Football’s fantastic four, magnificent seven
In football, as in the Marvel universe, there exists a ‘fantastic four’. This group comprises of none other than Pelé, Alfredo Di Stéfano, Johann Cruyff and Diego Maradona. Perhaps, though, what we should really be talking about is the ‘magnificent seven’:
Bobby Charlton; Gerd Müller; Franz Beckenbauer; Paolo Rossi; Kaká; Ronaldinho; and Zinedine Zidane. They are the only players in history to have won the World Cup, the Champions League/ European Cup and the Ballon d’Or.
Messi and Ronaldo miss out…
The Argentine maestro and the Portuguese superstar, serial winners of all the club and individual prizes going, do not make this select group as they have never managed to lift the global game’s top international trophy with their respective countries. However, there can be no doubt that this does little justice to the exploits of both.
And just as Messi and Cristiano miss out, so too do other all-time greats, such as Ronaldo Nazário and Rivaldo. Both Brazilians won the World Cup and the Ballon d’Or, but not the Champions League.

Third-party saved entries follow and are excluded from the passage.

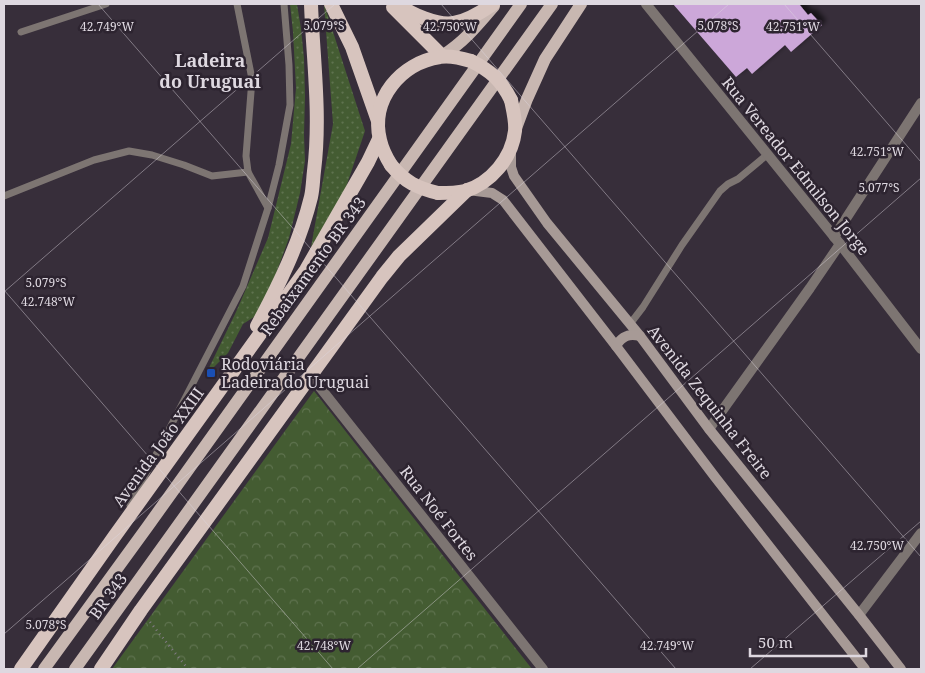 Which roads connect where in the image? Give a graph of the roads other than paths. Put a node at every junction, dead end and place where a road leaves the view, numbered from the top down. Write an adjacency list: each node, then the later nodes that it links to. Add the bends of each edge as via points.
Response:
1 (106, 4): 13 (lane)
2 (236, 4): 21 (lane, via 252,79 246,156)
3 (284, 4): 24 (lane, via 290,105)
4 (310, 4): 30 (highway, via 317,115 311,196 280,283)
5 (331, 4): 16 (highway, via 352,47)
6 (390, 4): 14 (highway)
7 (398, 4): 8 (highway, via 425,19 453,24)
8 (494, 4): 14 (main road, via 476,28)
9 (520, 4): 37 (main road, Rebaixamento BR 343)
10 (552, 4): 38 (main road, BR 343)
11 (581, 4): 17 (main road, via 545,59)
12 (646, 4): 20 (street, Rua Vereador Edmilson Jorge)
13 (21, 32)
14 (442, 56): 16 (highway, via 422,61 391,85 382,103); 17 (highway, bridge, via 470,61 495,76 511,100)
15 (921, 103): 25 (street)
16 (378, 122): 18 (highway)
17 (515, 131): 19 (highway)
18 (379, 139): 22 (highway, bridge, via 391,165 411,184 438,193); 30 (highway, Avenida João XXIII, via 306,270)
19 (511, 147): 22 (highway, via 501,166 486,181); 26 (main road, Avenida Zequinha Freire, via 511,167 521,188)
20 (768, 154): 25 (street, Rua Vereador Edmilson Jorge); 26 (lane, via 720,191)
21 (248, 172): 23 (lane, via 212,176 152,155 129,151 94,160); 24 (lane)
22 (467, 190): 28 (main road, via 492,194 502,200); 31 (highway, via 399,256)
23 (4, 196)
24 (268, 208): 34 (lane, via 243,286)
25 (837, 240): 29 (street, Rua Vereador Edmilson Jorge); 32 (street, via 810,288)
26 (630, 324): 27 (main road, Avenida Zequinha Freire)
27 (640, 336): 28 (main road, via 626,336); 32 (main road, Avenida Zequinha Freire)
28 (616, 346): 41 (main road)
29 (921, 349)
30 (234, 371): 34 (highway, Avenida João XXIII)
31 (311, 376): 39 (highway); 40 (street, Rua Noé Fortes)
32 (709, 429): 35 (main road, Avenida Zequinha Freire)
33 (921, 533): 35 (street)
34 (114, 538): 36 (highway, Avenida João XXIII)
35 (859, 615): 42 (main road, Avenida Zequinha Freire)
36 (21, 669)
37 (44, 669)
38 (75, 669)
39 (101, 669)
40 (543, 669)
41 (865, 669)
42 (901, 669) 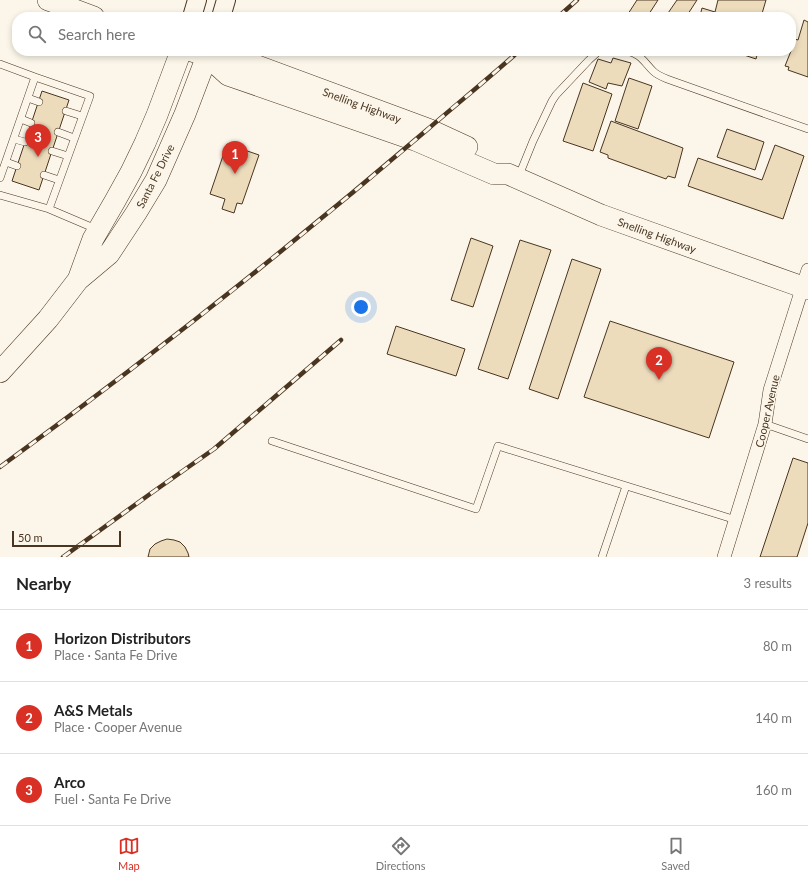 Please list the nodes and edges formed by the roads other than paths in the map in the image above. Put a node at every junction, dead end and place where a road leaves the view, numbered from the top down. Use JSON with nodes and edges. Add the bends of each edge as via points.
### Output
{"nodes":[{"id":1,"x":48,"y":0,"type":"edge"},
{"id":2,"x":197,"y":0,"type":"edge"},
{"id":3,"x":226,"y":0,"type":"edge"},
{"id":4,"x":80,"y":12,"type":"edge"},
{"id":5,"x":193,"y":12,"type":"edge"},
{"id":6,"x":222,"y":12,"type":"edge"},
{"id":7,"x":179,"y":56,"type":"edge"},
{"id":8,"x":202,"y":56,"type":"edge"},
{"id":9,"x":206,"y":56,"type":"edge"},
{"id":10,"x":593,"y":56,"type":"edge"},
{"id":11,"x":640,"y":56,"type":"edge"},
{"id":12,"x":0,"y":64,"type":"edge"},
{"id":13,"x":35,"y":77,"type":"junction"},
{"id":14,"x":28,"y":98,"type":"junction"},
{"id":15,"x":39,"y":102,"type":"dead end"},
{"id":16,"x":66,"y":111,"type":"dead end"},
{"id":17,"x":82,"y":116,"type":"junction"},
{"id":18,"x":20,"y":119,"type":"junction"},
{"id":19,"x":32,"y":123,"type":"dead end"},
{"id":20,"x":808,"y":129,"type":"edge"},
{"id":21,"x":58,"y":132,"type":"dead end"},
{"id":22,"x":74,"y":138,"type":"junction"},
{"id":23,"x":14,"y":139,"type":"junction"},
{"id":24,"x":25,"y":142,"type":"dead end"},
{"id":25,"x":52,"y":151,"type":"dead end"},
{"id":26,"x":68,"y":156,"type":"junction"},
{"id":27,"x":6,"y":162,"type":"junction"},
{"id":28,"x":17,"y":166,"type":"dead end"},
{"id":29,"x":44,"y":175,"type":"dead end"},
{"id":30,"x":513,"y":176,"type":"junction"},
{"id":31,"x":0,"y":178,"type":"edge"},
{"id":32,"x":59,"y":180,"type":"junction"},
{"id":33,"x":0,"y":195,"type":"edge"},
{"id":34,"x":49,"y":209,"type":"junction"},
{"id":35,"x":98,"y":230,"type":"junction"},
{"id":36,"x":78,"y":280,"type":"junction"},
{"id":37,"x":806,"y":282,"type":"edge"},
{"id":38,"x":0,"y":372,"type":"edge"},
{"id":39,"x":765,"y":424,"type":"junction"},
{"id":40,"x":808,"y":439,"type":"edge"},
{"id":41,"x":272,"y":441,"type":"dead end"},
{"id":42,"x":626,"y":486,"type":"junction"},
{"id":43,"x":736,"y":520,"type":"junction"},
{"id":44,"x":602,"y":557,"type":"edge"},
{"id":45,"x":724,"y":557,"type":"edge"}],
"edges":[{"from":1,"to":4,"type":"main road"},
{"from":2,"to":5,"type":"main road"},
{"from":3,"to":6,"type":"main road"},
{"from":7,"to":35,"type":"main road","name":"Santa Fe Drive","via":[[145,143]]},
{"from":8,"to":36,"type":"main road","name":"Santa Fe Drive","via":[[186,114],[152,187],[109,254]]},
{"from":9,"to":30,"type":"main road","name":"Snelling Highway","via":[[228,75],[415,140],[494,174]]},
{"from":10,"to":30,"type":"lane","via":[[556,95]]},
{"from":11,"to":20,"type":"lane","via":[[653,71],[668,80]]},
{"from":12,"to":13,"type":"lane"},
{"from":13,"to":14,"type":"lane"},
{"from":13,"to":17,"type":"lane","via":[[90,96]]},
{"from":14,"to":15,"type":"lane"},
{"from":14,"to":18,"type":"lane"},
{"from":16,"to":17,"type":"lane"},
{"from":17,"to":22,"type":"lane"},
{"from":18,"to":19,"type":"lane"},
{"from":18,"to":23,"type":"lane"},
{"from":21,"to":22,"type":"lane"},
{"from":22,"to":26,"type":"lane"},
{"from":23,"to":24,"type":"lane"},
{"from":23,"to":27,"type":"lane"},
{"from":25,"to":26,"type":"lane"},
{"from":26,"to":32,"type":"lane"},
{"from":27,"to":28,"type":"lane"},
{"from":27,"to":31,"type":"lane"},
{"from":29,"to":32,"type":"lane"},
{"from":30,"to":37,"type":"main road","name":"Snelling Highway","via":[[601,215]]},
{"from":32,"to":34,"type":"lane"},
{"from":33,"to":34,"type":"lane"},
{"from":34,"to":35,"type":"lane"},
{"from":35,"to":36,"type":"main road","name":"Santa Fe Drive"},
{"from":36,"to":38,"type":"main road","name":"Santa Fe Drive","via":[[48,319]]},
{"from":37,"to":39,"type":"street","name":"Cooper Avenue","via":[[770,390]]},
{"from":39,"to":40,"type":"lane"},
{"from":39,"to":43,"type":"street","name":"Cooper Avenue"},
{"from":41,"to":42,"type":"lane","via":[[476,509],[498,446]]},
{"from":42,"to":43,"type":"lane"},
{"from":42,"to":44,"type":"lane"},
{"from":43,"to":45,"type":"street","name":"Cooper Avenue"}]} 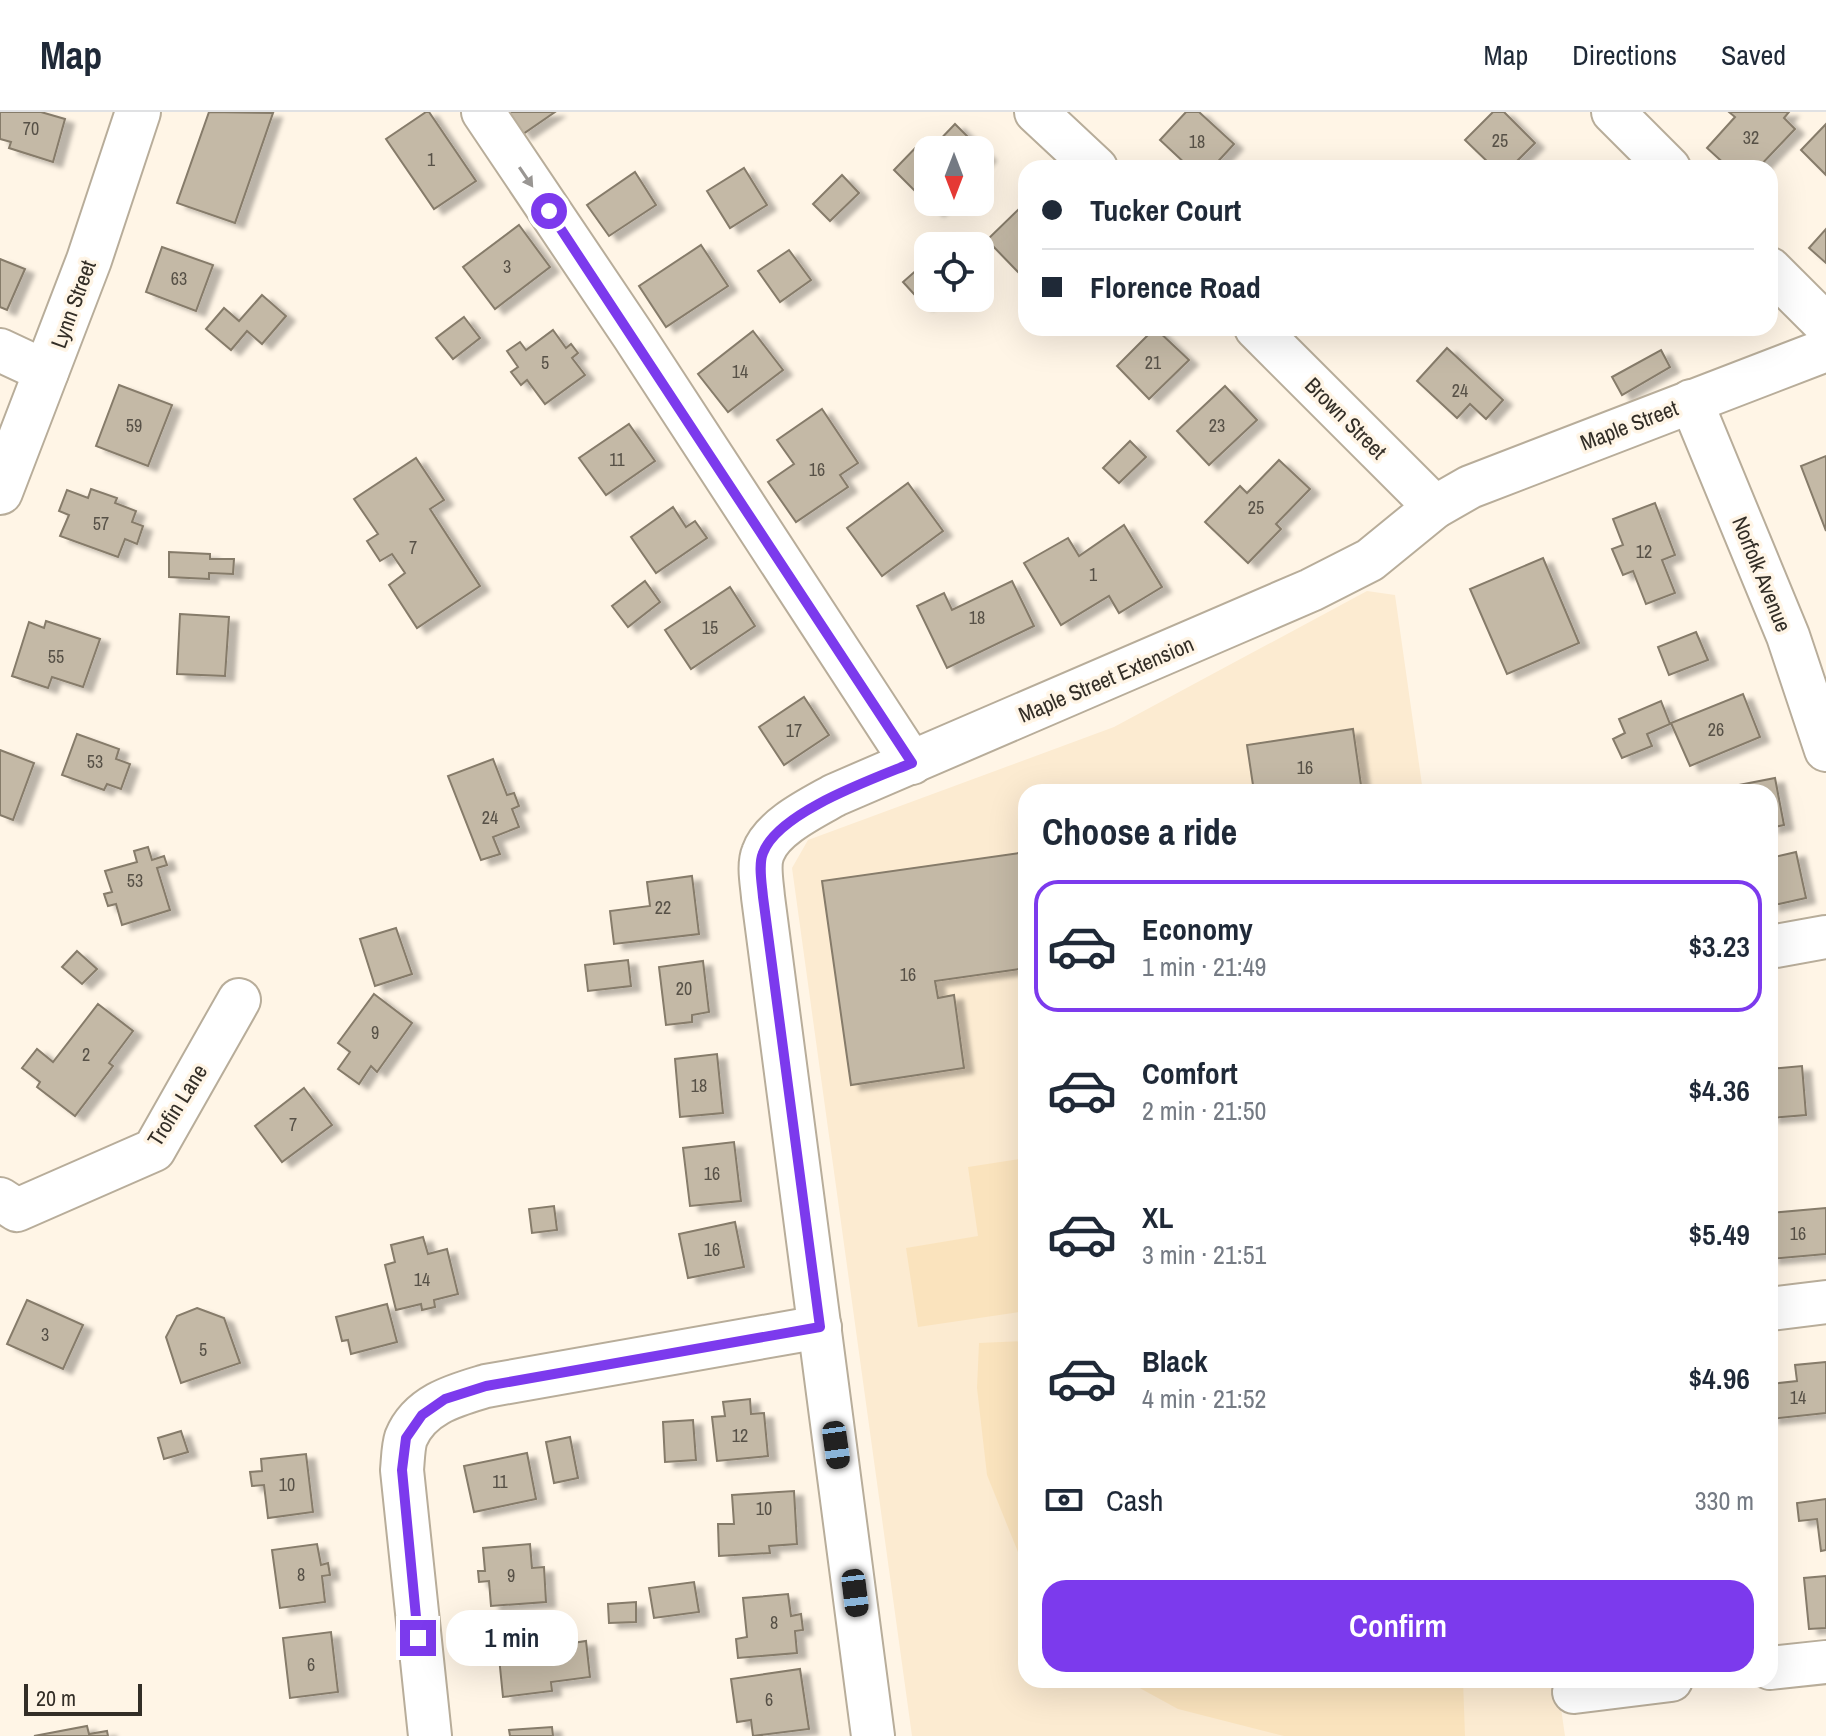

The former came close with Real Madrid, while the latter – in an unprecedented twist of fate – parted company with AC Milan in 2003, the year that the Rossoneri claimed the trophy.
Another notable absentee is Milan legend Paolo Maldini, who, but for Liverpool’s incredible comeback in Istanbul in 2005, would have equalled Paco Gento’s record individual haul of six European Cup winners’ medals, but fell just short of the mark. With this, it will remain to be seen whether football’s ‘modern-day greats’ will one day sport football’s greatest international club prize, or be forever remembered as the greatest to have never won it.